Baby I’m Cowlin’ For You
February 7, 2012
Let’s start with a mood-elevating YouTube shall we?
Every time this song shuffles up on my iPod, I can’t stop smiling. Makes a girl want to move to Nashville, break in a pair of Frye boots, and stalk some musicians.
But our subject remains: cowls.
In a last-minute personnel change, Honey Cowl 4 was gifted to niece Kristin. SuperPal Lisa saw me knitting it and I gleaned that she did not think it was brown enough for her brown coat. Niece was feeling a bit undercowled, so I made a switch. Knitter’s prerogative. What the knitter knitteth, the knitter can taketh away.
Honey Cowl 4 taught me something very important: the Honey Cowl is a dish that is best served wide. You want a width of at least 12 inches. This gives it a more flattering, sculptural fit when double-wrapped around the neck. Honey Cowl 4 is my best effort so far, because of the width and the amazing Fleece Artist Blue Face Leicester yarn. The color seemed a bit murky as I was knitting on it, but when worn, it’s a subtle, interesting neutral. Very pleased with it. My trust in Fleece Artist is stronger than ever.
Honey Cowl 5, in red MadelineTosh, is on the needles, but I am also working on Something Completely Different That Is Still However A Cowl:
This is a cowl that I am knitting for Carrie on a design-as-you-go plan, in Twinkle’s Baby Chunky merino. As readers have pointed out, the high-style cowls on the street right now are the mega-cowls; they are almost laugh-out-loud bulky. Cartoonish proportions; if you can see your feet, your cowl is too small.

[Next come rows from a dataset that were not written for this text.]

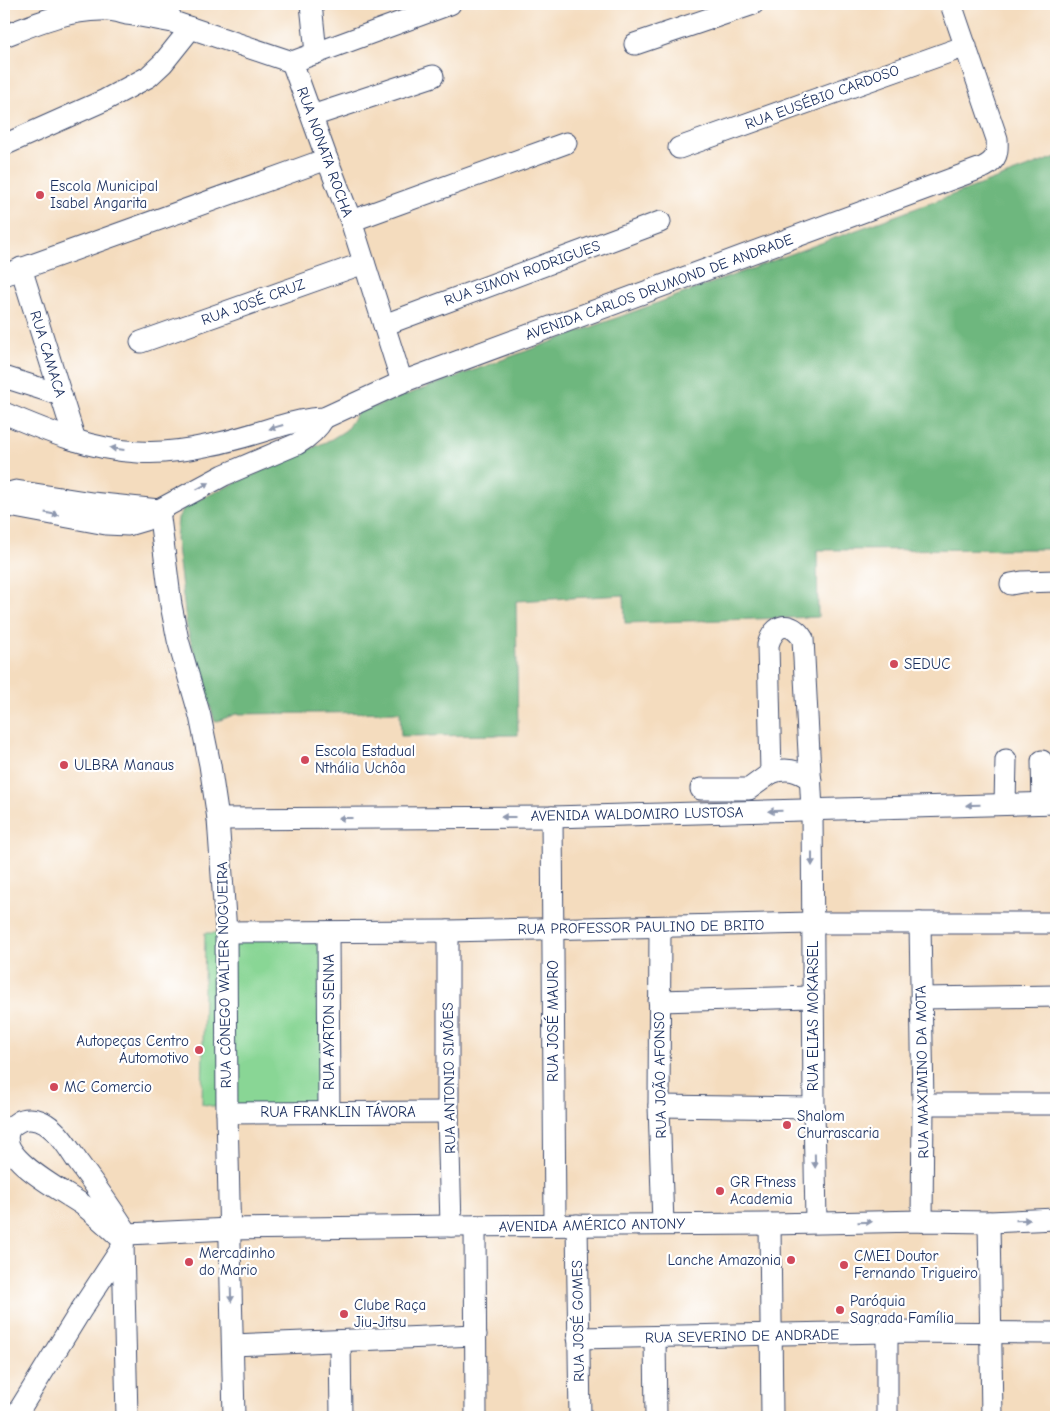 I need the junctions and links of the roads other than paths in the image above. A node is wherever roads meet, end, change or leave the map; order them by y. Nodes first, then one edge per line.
1 (311, 4) edge
2 (450, 4) edge
3 (753, 4) edge
4 (951, 4) edge
5 (176, 18) edge
6 (4, 36) edge
7 (636, 44) dead end
8 (966, 46) junction
9 (316, 53) junction
10 (292, 62) junction
11 (433, 76) dead end
12 (312, 116) junction
13 (566, 143) dead end
14 (4, 146) edge
15 (679, 148) dead end
16 (327, 159) junction
17 (351, 221) junction
18 (660, 222) dead end
19 (364, 263) junction
20 (12, 271) edge
21 (384, 325) junction
22 (141, 342) dead end
23 (4, 378) edge
24 (402, 382) junction
25 (61, 395) junction
26 (4, 413) edge
27 (324, 418) junction
28 (74, 440) junction
29 (5, 505) edge
30 (159, 510) junction
31 (1048, 581) edge
32 (1011, 584) dead end
33 (1006, 760) dead end
34 (1042, 761) dead end
35 (771, 773) junction
36 (811, 780) junction
37 (701, 789) dead end
38 (1049, 803) edge
39 (1006, 804) junction
40 (812, 810) junction
41 (552, 817) junction
42 (218, 819) junction
43 (1056, 922) edge
44 (812, 923) junction
45 (920, 923) junction
46 (660, 927) junction
47 (552, 928) junction
48 (448, 931) junction
49 (226, 932) junction
50 (328, 932) junction
51 (1056, 996) edge
52 (814, 998) junction
53 (921, 998) junction
54 (659, 1001) junction
55 (923, 1104) junction
56 (1056, 1104) edge
57 (659, 1106) junction
58 (814, 1108) junction
59 (227, 1112) junction
60 (329, 1112) junction
61 (448, 1112) junction
62 (5, 1140) edge
63 (1056, 1219) edge
64 (922, 1221) junction
65 (816, 1222) junction
66 (990, 1222) junction
67 (577, 1224) junction
68 (663, 1224) junction
69 (770, 1224) junction
70 (555, 1225) junction
71 (451, 1226) junction
72 (476, 1226) junction
73 (229, 1229) junction
74 (125, 1240) junction
75 (887, 1332) junction
76 (1056, 1332) edge
77 (991, 1333) junction
78 (771, 1334) junction
79 (476, 1335) junction
80 (578, 1338) junction
81 (655, 1338) junction
82 (340, 1341) junction
83 (233, 1345) junction
84 (15, 1417) edge
85 (127, 1417) edge
86 (234, 1417) edge
87 (341, 1417) edge
88 (476, 1417) edge
89 (580, 1417) edge
90 (656, 1417) edge
91 (772, 1417) edge
92 (887, 1417) edge
93 (992, 1417) edge

1 - 9 street
2 - 9 street
3 - 7 street
4 - 8 street
5 - 6 street
5 - 10 street
5 - 14 street
8 - 15 street, RUA EUSÉBIO CARDOSO
8 - 24 street, AVENIDA CARLOS DRUMOND DE ANDRADE
9 - 10 street
10 - 12 street, RUA NONATA ROCHA
11 - 12 street
12 - 16 street, RUA NONATA ROCHA
13 - 17 street
16 - 17 street, RUA NONATA ROCHA
16 - 20 street
17 - 19 street, RUA NONATA ROCHA
18 - 21 street, RUA SIMON RODRIGUES
19 - 21 street, RUA NONATA ROCHA
19 - 22 street, RUA JOSÉ CRUZ
20 - 25 street, RUA CAMACA
21 - 24 street, RUA NONATA ROCHA
23 - 25 street
24 - 27 street, AVENIDA CARLOS DRUMOND DE ANDRADE
25 - 28 street, RUA CAMACA
26 - 28 street, AVENIDA CARLOS DRUMOND DE ANDRADE
27 -> 28 street, AVENIDA CARLOS DRUMOND DE ANDRADE
30 -> 27 street, AVENIDA CARLOS DRUMOND DE ANDRADE
29 - 30 street, AVENIDA CARLOS DRUMOND DE ANDRADE
30 - 42 street, RUA CÔNEGO WALTER NOGUEIRA
31 - 32 street
33 - 39 street
34 - 38 street
35 - 36 street
35 - 36 street, RUA ELIAS MOKARSEL
35 - 37 street
36 - 40 street, RUA ELIAS MOKARSEL
38 - 39 street, AVENIDA WALDOMIRO LUSTOSA
39 -> 40 street, AVENIDA WALDOMIRO LUSTOSA
40 -> 41 street, AVENIDA WALDOMIRO LUSTOSA
40 -> 44 street, RUA ELIAS MOKARSEL
41 -> 42 street, AVENIDA WALDOMIRO LUSTOSA
41 - 47 street, RUA JOSÉ MAURO
42 - 49 street, RUA CÔNEGO WALTER NOGUEIRA
43 - 45 street, RUA PROFESSOR PAULINO DE BRITO
44 - 45 street, RUA PROFESSOR PAULINO DE BRITO
44 - 46 street, RUA PROFESSOR PAULINO DE BRITO
44 - 52 street, RUA ELIAS MOKARSEL
45 - 53 street, RUA MAXIMINO DA MOTA
46 - 47 street, RUA PROFESSOR PAULINO DE BRITO
46 - 54 street, RUA JOÃO AFONSO
47 - 48 street, RUA PROFESSOR PAULINO DE BRITO
47 - 70 street, RUA JOSÉ MAURO
48 - 50 street, RUA PROFESSOR PAULINO DE BRITO
48 - 61 street, RUA ANTONIO SIMÕES
49 - 50 street, RUA PROFESSOR PAULINO DE BRITO
49 - 59 street, RUA CÔNEGO WALTER NOGUEIRA
50 - 60 street, RUA AYRTON SENNA
51 - 53 street
52 - 54 street
52 - 58 street, RUA ELIAS MOKARSEL
53 - 55 street, RUA MAXIMINO DA MOTA
54 - 57 street, RUA JOÃO AFONSO
55 - 56 street
55 - 64 street, RUA MAXIMINO DA MOTA
57 - 58 street
57 - 68 street, RUA JOÃO AFONSO
58 -> 65 street, RUA ELIAS MOKARSEL
59 - 60 street, RUA FRANKLIN TÁVORA
59 - 73 street, RUA CÔNEGO WALTER NOGUEIRA
60 - 61 street, RUA FRANKLIN TÁVORA
61 - 71 street, RUA ANTONIO SIMÕES
62 - 74 street
62 - 74 street
66 -> 63 street, AVENIDA AMÉRICO ANTONY
65 -> 64 street, AVENIDA AMÉRICO ANTONY
64 - 66 street, AVENIDA AMÉRICO ANTONY
65 - 69 street, AVENIDA AMÉRICO ANTONY
66 - 77 street
67 - 68 street, AVENIDA AMÉRICO ANTONY
67 - 70 street, AVENIDA AMÉRICO ANTONY
67 - 80 street, RUA JOSÉ GOMES
68 - 69 street, AVENIDA AMÉRICO ANTONY
69 - 78 street
70 - 72 street, AVENIDA AMÉRICO ANTONY
71 - 72 street, AVENIDA AMÉRICO ANTONY
71 - 73 street, AVENIDA AMÉRICO ANTONY
72 - 79 street
73 - 74 street, AVENIDA AMÉRICO ANTONY
73 -> 83 street, RUA CÔNEGO WALTER NOGUEIRA
74 - 84 street
74 - 85 street
75 - 77 street, RUA SEVERINO DE ANDRADE
75 - 78 street, RUA SEVERINO DE ANDRADE
75 - 92 street
76 - 77 street, RUA SEVERINO DE ANDRADE
77 - 93 street
78 - 81 street, RUA SEVERINO DE ANDRADE
78 - 91 street
79 - 82 street
79 - 88 street
80 - 81 street, RUA SEVERINO DE ANDRADE
80 - 89 street, RUA JOSÉ GOMES
81 - 90 street
82 - 83 street
82 - 87 street
83 - 86 street, RUA CÔNEGO WALTER NOGUEIRA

Niece Maggie has a white cowl from Top Shop that, when worn in the fully wrapped position, makes her neck nearly as wide as her shoulders. THAT is the look that I am hoping to approximate with 3 skeins of Twinkle Baby Chunky. (I don’t mind telling you that the Top Shop version is not made in yarn that is anything like as nice as the Twinkle Baby Chunky. It’s not merino. It’s not even near-ino.)
I started with 1 skein worked up in a reversible cable pattern adapted from Melissa Leapman’s wonderful book, Cables Untangled. I started it on Sunday and bound it off as they were parading the Lombardi Trophy at the conclusion of the Super Bowl. (Wasn’t that weird the way all the players touched it, as if it had healing powers? I expected Moses to appear and demand that they melt it down.)
Now I’m nearly done with Skein 2, a ribby side panel. I will not pretend that I love working on Size 11 US needles, but the yarn is divine and it’s fun to see a project take shape so quickly.